LETTERS FROM BERLIN

★ ★ ★ ★

FINDING ORDER

By Annie Mark-Westfall

The truth is, I have a past.  I used to be the dirty kid.   Moving to Germany has helped me finally move on from this Past.

My loving family is unable to believe I could have possibly changed since the ripe old age of two.  They still regularly remind me of my childhood hatred of baths.  And of my distinction of regular dirt from “ant dirt”—a substance that has the appearance of the type of dirt that requires one to take a bath, but in fact has unique characteristics that enable it simply to be brushed off, without the assistance of water or bathing.   My comfort with filth carried into college, when I shared an apartment with three other girls who agreed with my life approach: why do laundry when you can buy more underwear?

Linguists have proven the influence of language on thought.  As my life has shifted from the U.S. to a German-speaking world, I noticed myself adopting several German cultural aspects.  Obviously, punctuality is one important new aspect of my life.  A more surprising element is my newfound focus on cleanliness and order in our home.  On the alternating days that it is my turn to get up at an ungodly early hour with our toddler son, I go with him to the kitchen where he slaps yogurt at his face (maybe he is more like me than I realize), and I enjoy a deep contentment in organizing and cleaning the kitchen.

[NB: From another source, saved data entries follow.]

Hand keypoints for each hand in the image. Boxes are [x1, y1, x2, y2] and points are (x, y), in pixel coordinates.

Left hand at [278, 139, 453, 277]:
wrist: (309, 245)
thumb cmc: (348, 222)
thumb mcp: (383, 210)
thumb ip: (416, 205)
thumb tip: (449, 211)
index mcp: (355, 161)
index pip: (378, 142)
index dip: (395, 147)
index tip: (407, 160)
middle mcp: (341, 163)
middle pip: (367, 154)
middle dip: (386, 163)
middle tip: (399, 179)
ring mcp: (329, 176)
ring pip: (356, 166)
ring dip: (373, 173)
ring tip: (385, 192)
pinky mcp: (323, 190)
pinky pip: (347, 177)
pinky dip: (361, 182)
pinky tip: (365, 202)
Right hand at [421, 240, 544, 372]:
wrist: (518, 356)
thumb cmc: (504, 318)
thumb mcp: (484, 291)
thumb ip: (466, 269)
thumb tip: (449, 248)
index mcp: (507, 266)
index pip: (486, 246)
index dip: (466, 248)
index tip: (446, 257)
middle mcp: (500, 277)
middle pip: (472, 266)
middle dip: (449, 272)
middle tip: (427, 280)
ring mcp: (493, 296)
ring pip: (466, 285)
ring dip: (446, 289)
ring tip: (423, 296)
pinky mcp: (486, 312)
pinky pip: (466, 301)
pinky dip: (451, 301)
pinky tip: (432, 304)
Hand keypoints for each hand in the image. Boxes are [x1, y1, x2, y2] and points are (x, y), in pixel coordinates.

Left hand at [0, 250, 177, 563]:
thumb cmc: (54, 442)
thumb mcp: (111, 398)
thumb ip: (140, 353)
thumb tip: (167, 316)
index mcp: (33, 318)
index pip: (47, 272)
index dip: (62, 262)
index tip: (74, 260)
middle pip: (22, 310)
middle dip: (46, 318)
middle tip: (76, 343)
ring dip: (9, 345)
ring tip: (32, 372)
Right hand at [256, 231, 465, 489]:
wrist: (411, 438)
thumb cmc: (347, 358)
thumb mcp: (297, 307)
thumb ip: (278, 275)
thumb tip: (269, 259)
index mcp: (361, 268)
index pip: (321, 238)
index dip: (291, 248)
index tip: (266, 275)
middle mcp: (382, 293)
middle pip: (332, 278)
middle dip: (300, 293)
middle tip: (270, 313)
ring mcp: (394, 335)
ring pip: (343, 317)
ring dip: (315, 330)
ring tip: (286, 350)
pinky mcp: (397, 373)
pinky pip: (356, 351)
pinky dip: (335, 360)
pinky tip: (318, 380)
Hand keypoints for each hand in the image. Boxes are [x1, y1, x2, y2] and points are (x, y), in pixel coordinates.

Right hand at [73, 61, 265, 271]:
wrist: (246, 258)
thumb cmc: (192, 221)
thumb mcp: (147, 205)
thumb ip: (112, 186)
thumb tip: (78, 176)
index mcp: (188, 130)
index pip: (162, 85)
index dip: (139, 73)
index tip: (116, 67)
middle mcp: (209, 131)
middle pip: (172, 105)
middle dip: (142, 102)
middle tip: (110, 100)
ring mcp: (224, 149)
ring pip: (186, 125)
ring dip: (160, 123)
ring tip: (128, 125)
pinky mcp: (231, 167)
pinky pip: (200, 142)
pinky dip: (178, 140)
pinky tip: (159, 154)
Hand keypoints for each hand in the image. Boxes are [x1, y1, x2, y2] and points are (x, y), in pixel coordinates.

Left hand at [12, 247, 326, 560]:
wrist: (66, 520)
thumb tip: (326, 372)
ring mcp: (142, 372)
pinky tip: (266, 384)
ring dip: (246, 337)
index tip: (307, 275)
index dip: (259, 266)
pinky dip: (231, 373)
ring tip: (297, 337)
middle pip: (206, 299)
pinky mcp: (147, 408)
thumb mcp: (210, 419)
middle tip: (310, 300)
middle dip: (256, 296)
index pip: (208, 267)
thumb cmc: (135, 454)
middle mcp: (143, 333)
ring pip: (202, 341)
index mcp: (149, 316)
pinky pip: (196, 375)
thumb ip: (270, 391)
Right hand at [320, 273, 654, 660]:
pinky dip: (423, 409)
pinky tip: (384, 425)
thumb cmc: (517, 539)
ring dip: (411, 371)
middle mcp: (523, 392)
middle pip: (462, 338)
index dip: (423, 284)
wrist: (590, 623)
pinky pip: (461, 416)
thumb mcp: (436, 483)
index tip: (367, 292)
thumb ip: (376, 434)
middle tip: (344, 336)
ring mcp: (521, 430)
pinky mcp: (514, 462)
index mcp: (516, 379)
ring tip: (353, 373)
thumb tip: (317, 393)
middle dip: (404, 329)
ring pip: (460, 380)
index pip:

The first time that I lived in Germany, I had moved from the Bronx.  And for those of you who know the Bronx, I did not live in Riverdale—we lived in the real Boogie Down, where the sidewalks are peppered with dog crap, the first-floor window of the building on the next block is perpetually open to facilitate drug deals, and the Chinese food comes with a free can of soda. The 2 and 5 trains scream by on their elevated tracks, and you walk with your head up, making eye contact, but not for too long.

My brother-in-law hates New York because “it always smells like garbage.”  The city’s lack of alleys force giant mounds of garbage bags onto the sidewalks; and indeed, it permeates the air—though not always.  Maybe just nine months of the year.  In the winter, snow buries bags and the smell.

I am approaching nearly a year of living in Berlin, and while many of my stereotypes are melting away (I’m looking at you and your “punctuality,” Deutsche Bahn trains!), many of them also continue to be reinforced.  In particular, my typically American stereotype that Germans are obsessed with order.  While in English, one might say, “All good,” in German the expression is “Alles ist in Ordnung”—literally all is in order.”  This new order dominates my expatriate life here, and I kind of love it.

Our apartment has five containers for sorting recycling and refuse.  My husband jokes, “If there was ever a need for a ‘waste management consultant,’ it’s living as an expat in Germany.”  Instead, we have a bureaucracy consultant—a “maternity concierge” to help ensure that our new child is “all in order” upon his/her arrival.  (There is, of course, the birth certificate—of which we need three copies, to share with the various government agencies who require it for registration of varying types.  Then we will need to register the child to our apartment at our neighborhood’s Town Hall.  This will prompt a Tax ID number, which enables us to collect a subsidy called Parent Money—not to be confused with Child Money.  Each subsidy has its own dizzying set of rules and documents.  I am definitely not complaining—just describing the process with a mix of admiration and gratitude.)

We live on the ground floor of a gorgeous old Altbau apartment building in Berlin, in the front house—our apartment entryway is just inside the building’s front door.  Last weekend, as I exited our apartment/building with our son, I yanked his hand to pull him around something disgusting soaking into the carpet.  Later, my husband informed me that it was just a raw egg.  As it was a holiday weekend, extra days passed before the regular cleaning service tended to the mess.

In the meantime, a sign appeared on the front door: “Basic rules of life: you make something dirty—you clean it up.  Thank you.”  The sign—in English—made both my husband and me feel extremely guilty.  We had neither broken the egg, nor are we the only English-speakers in the three buildings of our complex.  Yet we felt it—guilt by proximity.  And language.

Back in the Bronx, our apartment is for sale, and our prospective buyers have asked us to ensure the Super replaces the tiles on the bathtub.  They were removed more than a year ago; we have understanding tenants.  An email arrives from our real estate agent, with unintentionally hilarious details in this next chapter of the saga of the missing tiles, and our Super’s latest, um, challenges in ordering the replacements.

The next email in my inbox is from a German delivery company contracted by Amazon.de. It states that my package will be delivered between 11:16 and 12:16. My doorbell rings at 11:39, and I gleefully update my Facebook status to share in this latest marvel of German order.

Annie Mark-Westfall graduated from Kenyon College in Ohio.  As a former Fulbright grantee and Robert Bosch Foundation fellow, she views herself as a cultural ambassador.  Her day job is with an international conservation organization.